They feel weird. Sad. Different. Strange. Awkward. Hard. Hopeful. Lonely. Scary. 

Those first days and weeks feel any number of feels.


You may find yourself breathing out the breath you didn’t know you were holding because now the countdown to his return can begin.

You may find yourself on high alert because you have never had to care for your kiddos by yourself until now.

You may feel like you live in the twilight zone because you’ve said goodbye so many times already.

Or you may feel lost and alone in a quiet house without kids.


What we know for certain is it will never be the same twice, which basically means we don’t know anything for certain.

Comforting, right?

Regardless of what season of life you are in, there will always be moments when a quiet house feels strange. 

Today’s blog post focuses on surviving the eerie quiet. 


To the military wife who has young kids and a busy family, you may think how glorious a quiet house sounds right about now.

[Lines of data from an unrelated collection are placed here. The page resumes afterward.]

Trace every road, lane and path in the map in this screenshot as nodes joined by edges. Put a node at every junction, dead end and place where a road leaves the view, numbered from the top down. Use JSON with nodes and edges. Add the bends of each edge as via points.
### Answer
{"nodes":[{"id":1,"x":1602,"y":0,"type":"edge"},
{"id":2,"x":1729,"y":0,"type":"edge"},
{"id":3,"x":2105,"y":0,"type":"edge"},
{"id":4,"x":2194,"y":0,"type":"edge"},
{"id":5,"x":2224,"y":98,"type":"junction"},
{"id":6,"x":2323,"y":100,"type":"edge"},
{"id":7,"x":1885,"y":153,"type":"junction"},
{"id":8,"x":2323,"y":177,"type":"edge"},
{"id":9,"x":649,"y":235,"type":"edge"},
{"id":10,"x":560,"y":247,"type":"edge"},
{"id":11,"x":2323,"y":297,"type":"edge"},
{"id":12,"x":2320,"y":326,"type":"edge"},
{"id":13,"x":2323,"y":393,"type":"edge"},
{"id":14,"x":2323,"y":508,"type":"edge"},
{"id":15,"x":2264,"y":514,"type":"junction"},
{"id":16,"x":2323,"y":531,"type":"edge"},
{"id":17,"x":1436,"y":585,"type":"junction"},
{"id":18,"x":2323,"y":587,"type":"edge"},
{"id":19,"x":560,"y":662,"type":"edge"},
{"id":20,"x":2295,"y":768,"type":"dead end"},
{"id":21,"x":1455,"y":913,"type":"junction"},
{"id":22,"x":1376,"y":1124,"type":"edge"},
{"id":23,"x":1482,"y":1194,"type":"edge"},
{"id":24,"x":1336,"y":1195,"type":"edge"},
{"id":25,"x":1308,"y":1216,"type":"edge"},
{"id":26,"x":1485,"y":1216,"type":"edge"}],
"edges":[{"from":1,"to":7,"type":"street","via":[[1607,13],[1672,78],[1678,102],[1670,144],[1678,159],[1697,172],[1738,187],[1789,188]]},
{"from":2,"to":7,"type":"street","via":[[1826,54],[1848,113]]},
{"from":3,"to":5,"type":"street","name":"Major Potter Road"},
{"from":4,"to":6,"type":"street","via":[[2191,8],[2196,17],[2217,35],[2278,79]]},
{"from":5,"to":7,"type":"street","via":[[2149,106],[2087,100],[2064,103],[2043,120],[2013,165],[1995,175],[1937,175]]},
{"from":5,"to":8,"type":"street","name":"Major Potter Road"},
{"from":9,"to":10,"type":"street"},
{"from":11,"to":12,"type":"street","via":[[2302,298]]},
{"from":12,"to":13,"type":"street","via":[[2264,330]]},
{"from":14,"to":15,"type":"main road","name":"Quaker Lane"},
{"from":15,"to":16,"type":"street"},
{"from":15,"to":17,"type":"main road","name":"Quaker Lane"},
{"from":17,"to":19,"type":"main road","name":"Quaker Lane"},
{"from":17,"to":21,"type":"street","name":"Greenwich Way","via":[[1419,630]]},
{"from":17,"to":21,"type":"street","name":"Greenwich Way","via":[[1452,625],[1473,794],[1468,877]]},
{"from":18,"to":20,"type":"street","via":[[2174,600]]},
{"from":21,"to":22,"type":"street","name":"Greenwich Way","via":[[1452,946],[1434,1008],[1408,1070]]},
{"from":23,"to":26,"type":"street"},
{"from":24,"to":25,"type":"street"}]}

But to the new wife with no kids, this post is for you.

Or maybe you have grown children and your husband is leaving you with a quiet house for the first time in decades, this post is for you, too.


Personally, I don’t have a lot of experience in this area. My husband’s first TDY happened before we had kids, but we were able to see each other almost every weekend. And his first deployment came on the heels of the birth of our triplets, so our house was far from quiet with four children needing full-time care.

In order to create these survival tips for you, I called on some of my rockstar military wives who have first-hand experience going through deployments before kids. 

And I know we didn’t curate an extensive battle plan, but our prayer for this list was to get the wheels turning for those who need it.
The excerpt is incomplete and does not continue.